I realize that people can make bad decisions. That possibility is basic to all economic thought, but especially Austrian economic thought. People make bad decisions based on faulty information. Fractional reserve banking and central banking are sources of widespread false information. This perspective is basic to Austrian school economics. But the fact that people were misled by fractional reserve banking and central banking does not prove that they would have been better off if somebody with a badge and a gun had charged them an extra 5% or 10% sales tax.

This supposed Austrian school economist, who has never written anything on Austrian economic international trade theory in book form, and who claims that he has refuted 13 of Henry Hazlitt’s arguments, and who has refuted David Hume and Adam Smith, is persuaded that people who pursue their individual self-interest according to the best information they have are really fools.
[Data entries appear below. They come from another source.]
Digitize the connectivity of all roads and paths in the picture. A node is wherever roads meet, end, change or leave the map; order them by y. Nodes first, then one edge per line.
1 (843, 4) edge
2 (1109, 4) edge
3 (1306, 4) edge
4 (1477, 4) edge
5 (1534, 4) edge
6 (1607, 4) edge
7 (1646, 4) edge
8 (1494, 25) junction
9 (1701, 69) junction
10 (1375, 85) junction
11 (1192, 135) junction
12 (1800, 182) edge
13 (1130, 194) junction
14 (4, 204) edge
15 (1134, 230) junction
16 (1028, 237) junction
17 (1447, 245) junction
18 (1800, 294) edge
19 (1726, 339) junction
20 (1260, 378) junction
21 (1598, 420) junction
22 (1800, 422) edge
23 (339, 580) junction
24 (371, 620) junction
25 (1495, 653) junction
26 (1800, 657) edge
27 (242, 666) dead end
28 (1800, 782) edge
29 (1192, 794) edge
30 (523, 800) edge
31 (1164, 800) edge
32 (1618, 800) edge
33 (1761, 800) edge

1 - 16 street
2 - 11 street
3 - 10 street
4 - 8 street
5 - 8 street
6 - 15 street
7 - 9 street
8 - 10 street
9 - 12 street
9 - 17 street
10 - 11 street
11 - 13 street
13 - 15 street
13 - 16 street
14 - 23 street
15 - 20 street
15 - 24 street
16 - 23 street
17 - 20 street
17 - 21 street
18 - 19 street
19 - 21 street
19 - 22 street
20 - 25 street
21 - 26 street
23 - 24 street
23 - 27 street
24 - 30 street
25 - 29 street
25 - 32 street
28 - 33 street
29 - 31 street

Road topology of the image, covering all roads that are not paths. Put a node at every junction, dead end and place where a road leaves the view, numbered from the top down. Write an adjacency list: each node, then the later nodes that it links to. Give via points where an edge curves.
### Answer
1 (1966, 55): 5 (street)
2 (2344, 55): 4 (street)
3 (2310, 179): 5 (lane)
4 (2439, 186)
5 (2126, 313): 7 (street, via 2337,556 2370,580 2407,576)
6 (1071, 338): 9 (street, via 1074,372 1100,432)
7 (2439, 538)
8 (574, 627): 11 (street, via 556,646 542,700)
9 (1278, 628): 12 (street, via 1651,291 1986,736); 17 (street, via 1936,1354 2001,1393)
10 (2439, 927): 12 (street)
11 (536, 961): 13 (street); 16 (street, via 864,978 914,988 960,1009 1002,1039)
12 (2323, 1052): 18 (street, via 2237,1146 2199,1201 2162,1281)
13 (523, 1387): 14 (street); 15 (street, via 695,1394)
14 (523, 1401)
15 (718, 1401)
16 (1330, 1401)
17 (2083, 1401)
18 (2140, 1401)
They do not have good information. But he thinks he does. And so, this Austrian school economist wants the federal government to send out people with badges and guns to demand sales taxes from buyers, so that Americans who want to make exchanges will be less likely to do so. This will reduce their victimization by the mirage of wealth.

Taxation produces liberty. Taxation produces wealth. Taxation reduces mirages. Taxation clears the mind. Ingsoc was right, it seems.

More rhetoric and posturing. It is little wonder that he didn’t understand the link between the housing boom and the financial crisis. But it is no harder to understand that taxation can, in some circumstances, produce liberty and wealth than to grasp the equally difficult notion that raising tax rates does not always increase tax revenue. Mr. North appears to have a very simplistic mind that does not understand complex relationships that are more than simple ratios.

Let me push this logic. If all this is true of trade between people across the invisible borders separating nations, then it must be logically true regarding the invisible borders separating states inside the United States. It must also be true with respect to invisible borders separating counties.

Therefore, in order to make everybody richer, each of these government jurisdictions should send out men with badges and guns to interdict the shipment of goods across those invisible lines. They must all impose sales taxes. Why? Because, if this is not done, society will become poorer. It will succumb to the mirage of wealth.

CONCLUSION

All this comes from a guy who says he is a member of Mensa, an organization of geniuses. This reminds me, once again, that if a buzz saw is set at the wrong angle, you can sharpen it for hours, but it will not cut straight.

Mr. North here reveals both his logical incompetence as well as demonstrating his insufficient knowledge of Mises. As I already pointed out, the free mobility of capital and labor inside the United States fundamentally distinguishes internal trade from international trade.


Gary North responds, in a way

There are times when I wonder if MPAI truly is a reasonable philosophy for preparing oneself for the quotidian burden of dealing with others. And then I read something like this pathetic handwaving on the part of Gary North, which purports to be a defense of free trade in response to my suggestion that there may be an Austrian case against free trade:

Here is the inescapable reality: if you do not understand the argument, you probably will not understand the refutation. You will not really know if the refutation effectively refutes the original argument. You are not really concerned about the logic of the argument. You are concerned about the fact that somebody you have never heard of thinks you are wrong, but you do not know why you are wrong. So, you want to find somebody you trust who will prove to you, merely by saying “this argument is wrong,” that this argument is wrong. This is a lose-lose position. You lose because you do not understand the original argument, and you lose because you do not understand the refutation either. It is best to ignore the argument. Anyway, it certainly is cheaper.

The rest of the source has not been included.